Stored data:
+--
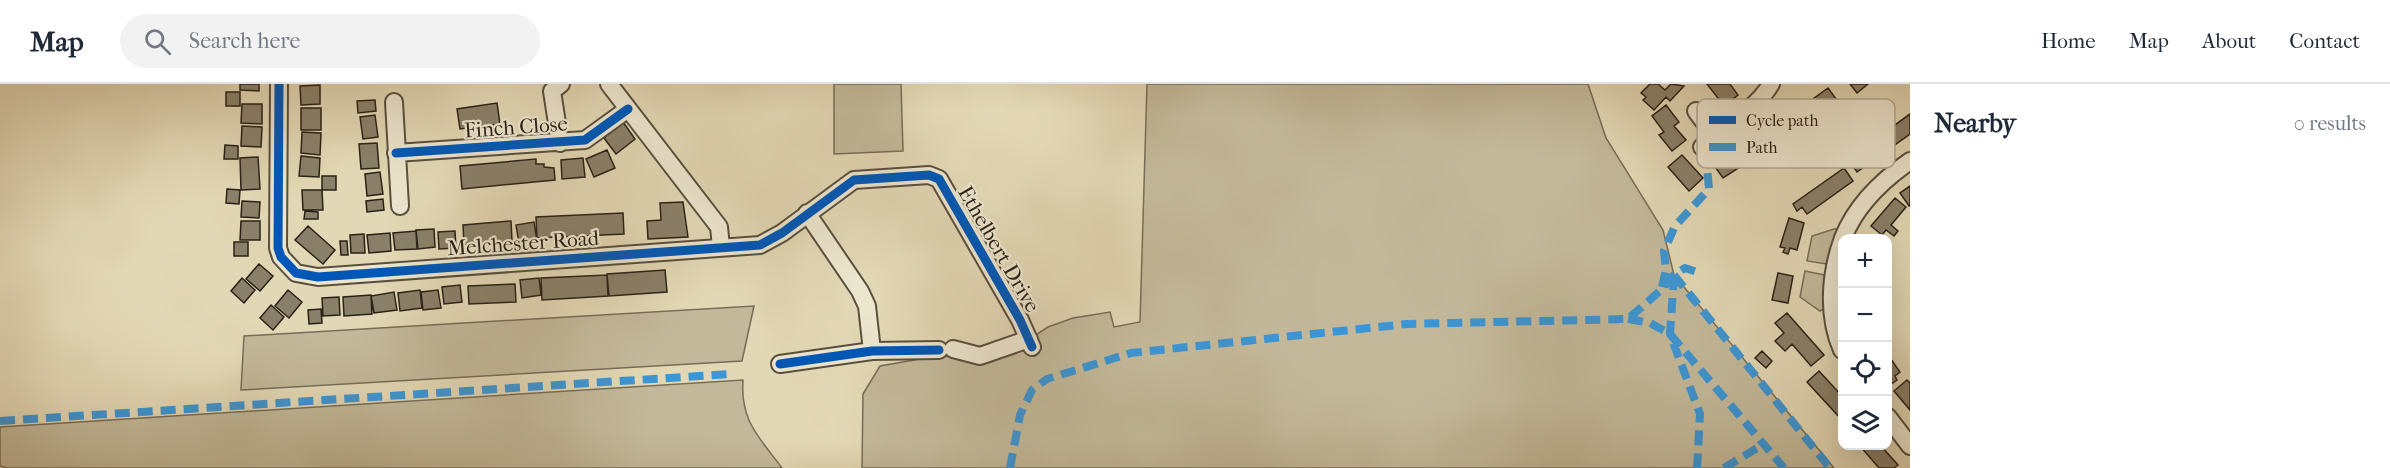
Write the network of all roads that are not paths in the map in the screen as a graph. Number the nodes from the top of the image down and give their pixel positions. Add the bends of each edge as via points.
1 (279, 84) edge
2 (561, 84) edge
3 (609, 84) edge
4 (1771, 84) edge
5 (1762, 99) edge
6 (393, 102) dead end
7 (628, 109) junction
8 (560, 143) junction
9 (396, 153) junction
10 (1910, 161) edge
11 (929, 175) joint
12 (400, 206) dead end
13 (807, 213) junction
14 (1846, 234) edge
15 (721, 247) junction
16 (1838, 257) edge
17 (1840, 342) edge
18 (872, 351) junction
19 (780, 364) dead end
20 (1892, 423) edge
21 (1910, 446) edge

1 - 15 street, Melchester Road via 278,248 290,268 305,277
2 - 8 street, Finch Close via 552,91
3 - 7 street
4 - 5 street
6 - 9 street
7 - 8 street, Finch Close via 585,140
7 - 15 street via 719,227
8 - 9 street, Finch Close
9 - 12 street
10 - 14 street via 1875,189 1859,208
11 - 13 street, Melchester Road via 854,180
11 - 18 street, Ethelbert Drive via 939,179 1030,343 980,356 946,350
13 - 15 street, Melchester Road via 760,245
13 - 18 street via 860,291 867,306
16 - 17 street via 1832,297
18 - 19 street, Ethelbert Drive
20 - 21 street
+--
## Activity
The data must be reproduced exactly, and no picture may appear in the copy.

## Solution
Write the network of all roads that are not paths in the map in the screen as a graph. Number the nodes from the top of the image down and give their pixel positions. Add the bends of each edge as via points.
1 (279, 84) edge
2 (561, 84) edge
3 (609, 84) edge
4 (1771, 84) edge
5 (1762, 99) edge
6 (393, 102) dead end
7 (628, 109) junction
8 (560, 143) junction
9 (396, 153) junction
10 (1910, 161) edge
11 (929, 175) joint
12 (400, 206) dead end
13 (807, 213) junction
14 (1846, 234) edge
15 (721, 247) junction
16 (1838, 257) edge
17 (1840, 342) edge
18 (872, 351) junction
19 (780, 364) dead end
20 (1892, 423) edge
21 (1910, 446) edge

1 - 15 street, Melchester Road via 278,248 290,268 305,277
2 - 8 street, Finch Close via 552,91
3 - 7 street
4 - 5 street
6 - 9 street
7 - 8 street, Finch Close via 585,140
7 - 15 street via 719,227
8 - 9 street, Finch Close
9 - 12 street
10 - 14 street via 1875,189 1859,208
11 - 13 street, Melchester Road via 854,180
11 - 18 street, Ethelbert Drive via 939,179 1030,343 980,356 946,350
13 - 15 street, Melchester Road via 760,245
13 - 18 street via 860,291 867,306
16 - 17 street via 1832,297
18 - 19 street, Ethelbert Drive
20 - 21 street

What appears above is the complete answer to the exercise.